Per-camera detect-then-fuse breaks for large objects. If a truck spans multiple cameras, how do you tell which detections belong to the same object? Recovering the full 3D shape of a large vehicle from disjointed per-camera boxes is hard.

No shared spatial context. Each camera sees its own patch of the world. Questions like “how fast is that truck moving?”, “is it double-parked?”, and “is there a pedestrian behind it?” need a shared spatial frame to answer reliably.

Lane markings are hard to preserve across views and over time.

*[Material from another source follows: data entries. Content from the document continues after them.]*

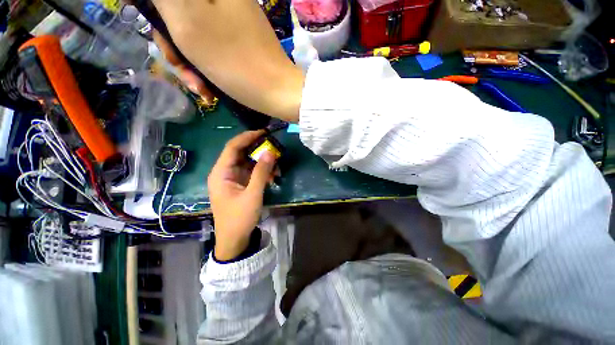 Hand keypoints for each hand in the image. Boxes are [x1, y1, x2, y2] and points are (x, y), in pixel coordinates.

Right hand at [151, 0, 303, 121]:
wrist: (277, 93)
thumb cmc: (235, 61)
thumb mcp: (189, 21)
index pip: (169, 0)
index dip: (158, 15)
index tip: (163, 38)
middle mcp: (224, 1)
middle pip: (180, 15)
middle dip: (175, 46)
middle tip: (180, 69)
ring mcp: (234, 23)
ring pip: (195, 35)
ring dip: (191, 64)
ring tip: (201, 89)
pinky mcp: (240, 43)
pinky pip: (213, 49)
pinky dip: (206, 69)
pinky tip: (210, 90)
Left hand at [208, 131, 276, 260]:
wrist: (235, 240)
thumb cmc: (239, 218)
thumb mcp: (253, 194)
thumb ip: (261, 172)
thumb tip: (270, 152)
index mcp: (221, 173)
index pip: (233, 147)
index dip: (248, 137)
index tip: (264, 132)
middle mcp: (225, 172)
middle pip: (241, 153)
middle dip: (259, 151)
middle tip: (275, 149)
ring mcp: (233, 179)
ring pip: (249, 163)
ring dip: (263, 163)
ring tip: (277, 168)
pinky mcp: (240, 184)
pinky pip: (252, 172)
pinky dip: (263, 172)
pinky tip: (273, 177) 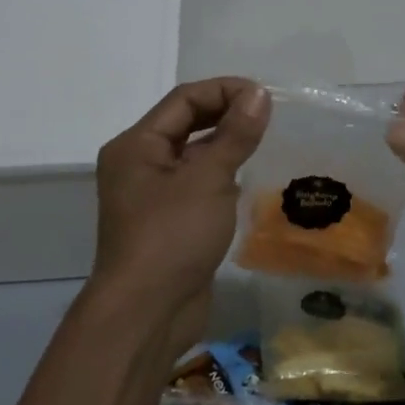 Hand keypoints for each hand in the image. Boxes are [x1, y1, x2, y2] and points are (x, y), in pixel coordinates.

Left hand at [89, 78, 268, 342]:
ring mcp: (152, 196)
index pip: (184, 100)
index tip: (265, 96)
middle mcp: (138, 164)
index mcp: (136, 145)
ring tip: (264, 143)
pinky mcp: (168, 223)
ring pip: (192, 156)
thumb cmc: (172, 236)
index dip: (224, 90)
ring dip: (225, 146)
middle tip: (269, 117)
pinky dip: (221, 176)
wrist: (147, 313)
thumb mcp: (209, 179)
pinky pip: (196, 185)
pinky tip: (248, 180)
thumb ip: (235, 134)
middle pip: (185, 124)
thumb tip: (258, 94)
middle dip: (226, 116) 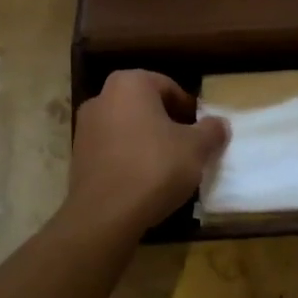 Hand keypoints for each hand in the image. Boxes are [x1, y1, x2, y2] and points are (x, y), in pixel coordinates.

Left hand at [65, 70, 227, 240]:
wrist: (106, 214)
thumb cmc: (155, 167)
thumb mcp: (196, 148)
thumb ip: (211, 130)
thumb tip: (219, 123)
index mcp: (130, 84)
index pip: (168, 86)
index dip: (189, 108)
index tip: (202, 130)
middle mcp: (102, 97)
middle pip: (145, 106)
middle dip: (168, 123)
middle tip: (189, 146)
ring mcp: (85, 127)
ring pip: (128, 128)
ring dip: (148, 141)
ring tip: (169, 166)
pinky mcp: (77, 157)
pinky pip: (113, 149)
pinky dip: (130, 158)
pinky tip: (145, 181) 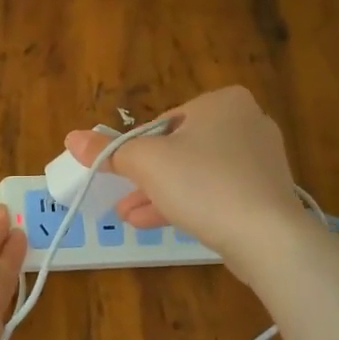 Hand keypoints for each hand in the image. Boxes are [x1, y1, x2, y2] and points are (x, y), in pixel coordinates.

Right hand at [64, 86, 308, 266]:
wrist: (267, 237)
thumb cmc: (203, 183)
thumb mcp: (145, 162)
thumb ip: (108, 150)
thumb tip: (71, 138)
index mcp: (223, 102)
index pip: (165, 121)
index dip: (139, 149)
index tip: (124, 173)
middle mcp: (247, 122)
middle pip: (180, 148)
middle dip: (147, 177)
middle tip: (121, 196)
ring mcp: (260, 160)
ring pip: (197, 174)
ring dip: (160, 194)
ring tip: (128, 216)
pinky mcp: (266, 194)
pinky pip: (217, 193)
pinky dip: (189, 205)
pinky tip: (158, 223)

Tesla’s solution: Move to a unified top-down (“local map”) representation — a Bird’s Eye View (BEV). BEV provides a single, ego-centric spatial grid where features from all cameras can be fused in a common coordinate frame, and temporal accumulation is straightforward.

2. The Evolution of Tesla’s Vision Stack

2017: Per-image range detection (regression) and classification. One model, one camera, one task at a time.

Later: Multi-camera, multi-task models. Several cameras feed into shared feature extractors; outputs include depth, segmentation, object detection simultaneously.

Vector Space / Feature Queue: Features are not just pooled but stored in a spatial queue across time. This supports:

Spatial: merging overlapping camera fields of view into a consistent grid
Temporal: accumulating features from past frames to handle occlusion and velocity estimation

The transformer-based architecture works as follows:

Take images from multiple cameras at multiple timesteps; rectify them
Feed each image through an image feature extractor (backbone)
Generate keys and values per image; generate a spatial BEV query over the shared grid
Cross-attention produces BEV-aligned spatial features, all referenced to the same ego frame at time $T$

Tesla is notable for using no HD map — all spatial context is built on-the-fly from vision alone. Their data closed-loop (auto-labeling triggered by edge cases, retrain, redeploy) is a major competitive advantage. The system powers NOA (Navigate on Autopilot / Navigate on Autosteer) in city driving.

3. Tesla’s Full Perception Pipeline

Target: L2+ (and eventually FSD) perception from vision only.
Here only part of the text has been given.